Identify, in the records below, every line where the string "main" appears, and copy each such line.
......
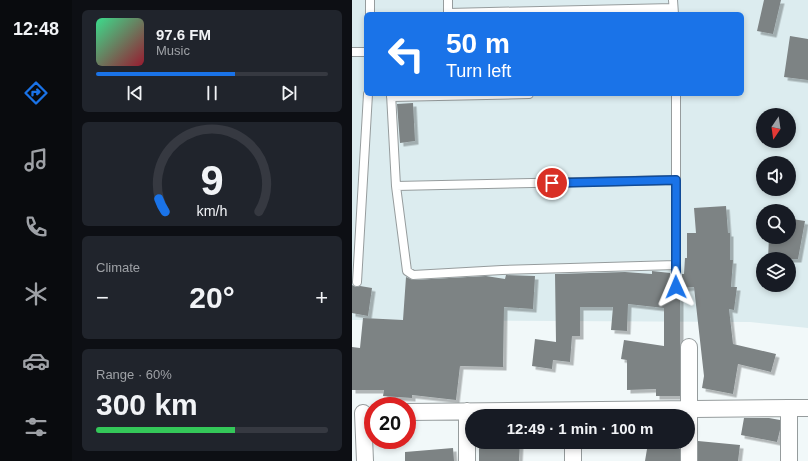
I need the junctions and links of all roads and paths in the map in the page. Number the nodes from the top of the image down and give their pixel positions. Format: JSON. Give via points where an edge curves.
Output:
{"nodes":[{"id":1,"x":370,"y":0,"type":"edge"},
{"id":2,"x":448,"y":0,"type":"edge"},
{"id":3,"x":673,"y":7,"type":"edge"},
{"id":4,"x":370,"y":12,"type":"edge"},
{"id":5,"x":448,"y":12,"type":"edge"},
{"id":6,"x":486,"y":12,"type":"edge"},
{"id":7,"x":352,"y":52,"type":"edge"},
{"id":8,"x":364,"y":52,"type":"edge"},
{"id":9,"x":368,"y":96,"type":"edge"},
{"id":10,"x":391,"y":96,"type":"edge"},
{"id":11,"x":676,"y":96,"type":"edge"},
{"id":12,"x":676,"y":180,"type":"junction"},
{"id":13,"x":396,"y":186,"type":"junction"},
{"id":14,"x":676,"y":266,"type":"junction"},
{"id":15,"x":357,"y":282,"type":"dead end"},
{"id":16,"x":676,"y":287,"type":"dead end"},
{"id":17,"x":689,"y":347,"type":"dead end"},
{"id":18,"x":789,"y":408,"type":"junction"},
{"id":19,"x":808,"y":408,"type":"edge"},
{"id":20,"x":689,"y":409,"type":"joint"},
{"id":21,"x":465,"y":411,"type":"edge"},
{"id":22,"x":416,"y":412,"type":"edge"},
{"id":23,"x":363,"y":413,"type":"edge"},
{"id":24,"x":467,"y":449,"type":"edge"},
{"id":25,"x":572,"y":449,"type":"edge"},
{"id":26,"x":689,"y":449,"type":"edge"},
{"id":27,"x":365,"y":461,"type":"edge"},
{"id":28,"x":467,"y":461,"type":"edge"},
{"id":29,"x":573,"y":461,"type":"edge"},
{"id":30,"x":689,"y":461,"type":"edge"},
{"id":31,"x":789,"y":461,"type":"edge"}],
"edges":[{"from":1,"to":4,"type":"lane"},
{"from":2,"to":5,"type":"lane"},
{"from":3,"to":6,"type":"lane"},
{"from":7,"to":8,"type":"lane"},
{"from":9,"to":15,"type":"lane"},
{"from":10,"to":13,"type":"lane"},
{"from":11,"to":12,"type":"lane"},
{"from":12,"to":13,"type":"lane"},
{"from":12,"to":14,"type":"lane"},
{"from":13,"to":14,"type":"lane","via":[[407,271],[413,275]]},
{"from":14,"to":16,"type":"lane"},
{"from":17,"to":20,"type":"street"},
{"from":18,"to":19,"type":"street"},
{"from":18,"to":20,"type":"street"},
{"from":18,"to":31,"type":"street"},
{"from":21,"to":22,"type":"street"},
{"from":23,"to":27,"type":"street"},
{"from":24,"to":28,"type":"street"},
{"from":25,"to":29,"type":"street"},
{"from":26,"to":30,"type":"street"}]}
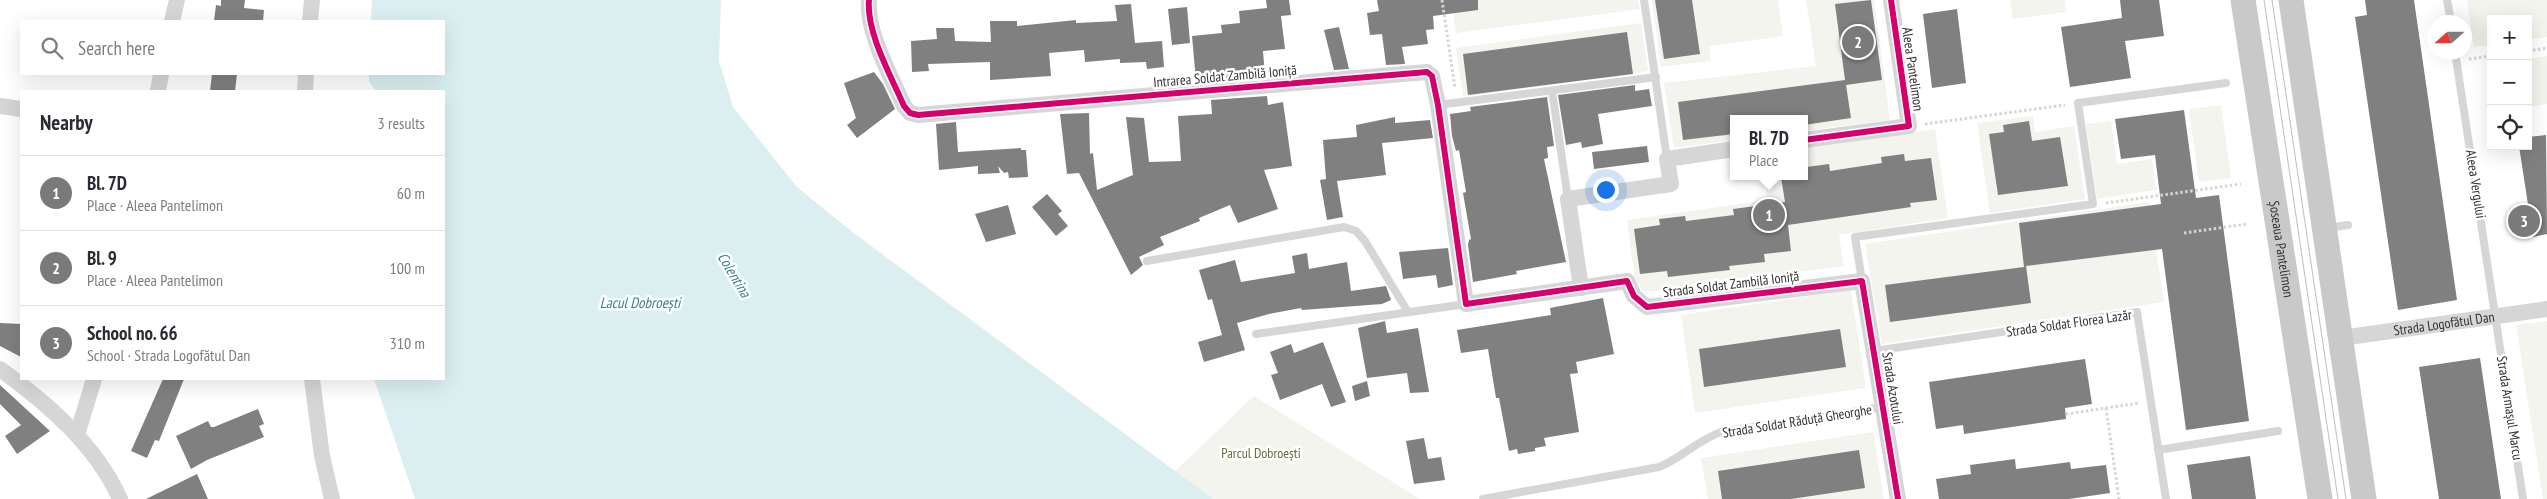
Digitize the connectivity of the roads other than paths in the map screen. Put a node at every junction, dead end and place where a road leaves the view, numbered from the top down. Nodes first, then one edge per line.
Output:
1 (176, 0) edge
2 (312, 0) edge
3 (869, 0) edge
4 (1644, 0) edge
5 (1891, 0) edge
6 (2243, 0) edge
7 (2291, 0) edge
8 (2447, 0) edge
9 (2450, 15) edge
10 (172, 20) edge
11 (310, 20) edge
12 (2457, 60) edge
13 (161, 75) edge
14 (306, 75) edge
15 (1656, 77) junction
16 (2226, 83) dead end
17 (158, 90) edge
18 (305, 90) edge
19 (1552, 91) junction
20 (0, 106) edge
21 (1438, 106) junction
22 (20, 109) edge
23 (1808, 139) edge
24 (1730, 150) edge
25 (1667, 158) junction
26 (1568, 199) junction
27 (1147, 261) dead end
28 (1862, 281) junction
29 (1581, 288) junction
30 (1466, 304) junction
31 (2547, 309) edge
32 (1408, 312) junction
33 (2496, 316) junction
34 (1256, 334) dead end
35 (2340, 338) junction
36 (1874, 352) junction
37 (0, 369) edge
38 (94, 380) edge
39 (312, 380) edge
40 (1883, 407) junction
41 (2278, 431) dead end
42 (77, 435) junction
43 (2158, 450) junction
44 (120, 499) edge
45 (332, 499) edge
46 (1483, 499) edge
47 (1898, 499) edge
48 (2166, 499) edge
49 (2320, 499) edge
50 (2364, 499) edge
51 (2523, 499) edge

1 - 10 street
2 - 11 street
3 - 21 street, Intrarea Soldat Zambilă Ioniță
4 - 15 lane
5 - 23 street, Aleea Pantelimon
6 - 49 main road, Șoseaua Pantelimon
7 - 35 main road
8 - 9 lane
12 - 33 lane, Aleea Vergului
13 - 17 street
14 - 18 street
15 - 19 lane
15 - 25 lane
16 - 28 lane
19 - 21 lane
19 - 26 lane
20 - 22 street
21 - 30 street, Intrarea Soldat Zambilă Ioniță
24 - 25 street
25 - 26 street
26 - 29 street
27 - 32 lane
28 - 29 street, Strada Soldat Zambilă Ioniță
28 - 36 street, Strada Azotului
29 - 30 street, Strada Soldat Zambilă Ioniță
30 - 32 lane, Strada Soldat Zambilă Ioniță
31 - 33 street, Strada Logofătul Dan
32 - 34 lane, Strada Soldat Zambilă Ioniță
33 - 35 street, Strada Logofătul Dan
33 - 51 lane, Strada Armașul Marcu
35 - 50 main road
36 - 40 street, Strada Azotului
36 - 43 lane, Strada Soldat Florea Lazăr
37 - 42 street
38 - 42 street
39 - 45 street
40 - 46 lane, Strada Soldat Răduță Gheorghe
40 - 47 street, Strada Azotului
41 - 43 lane
42 - 44 street
43 - 48 lane, Strada Soldat Florea Lazăr

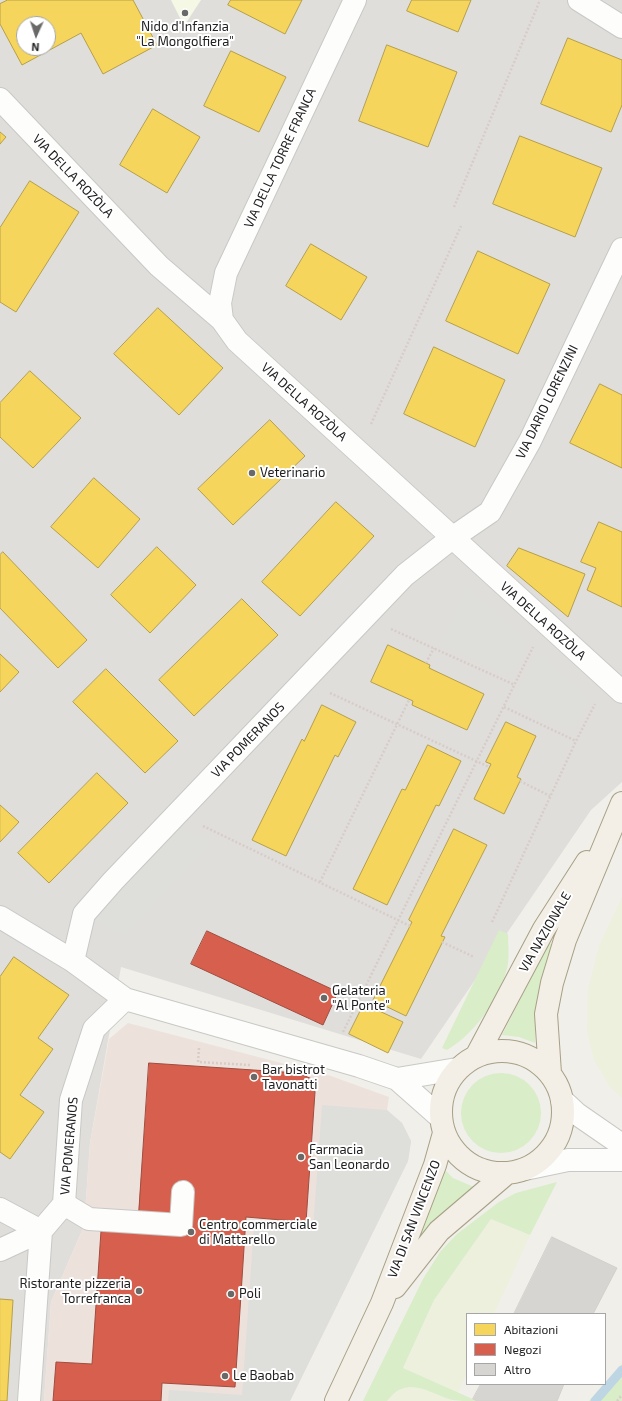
......
● Your response:
6 - 49 main road, Șoseaua Pantelimon
7 - 35 main road
35 - 50 main road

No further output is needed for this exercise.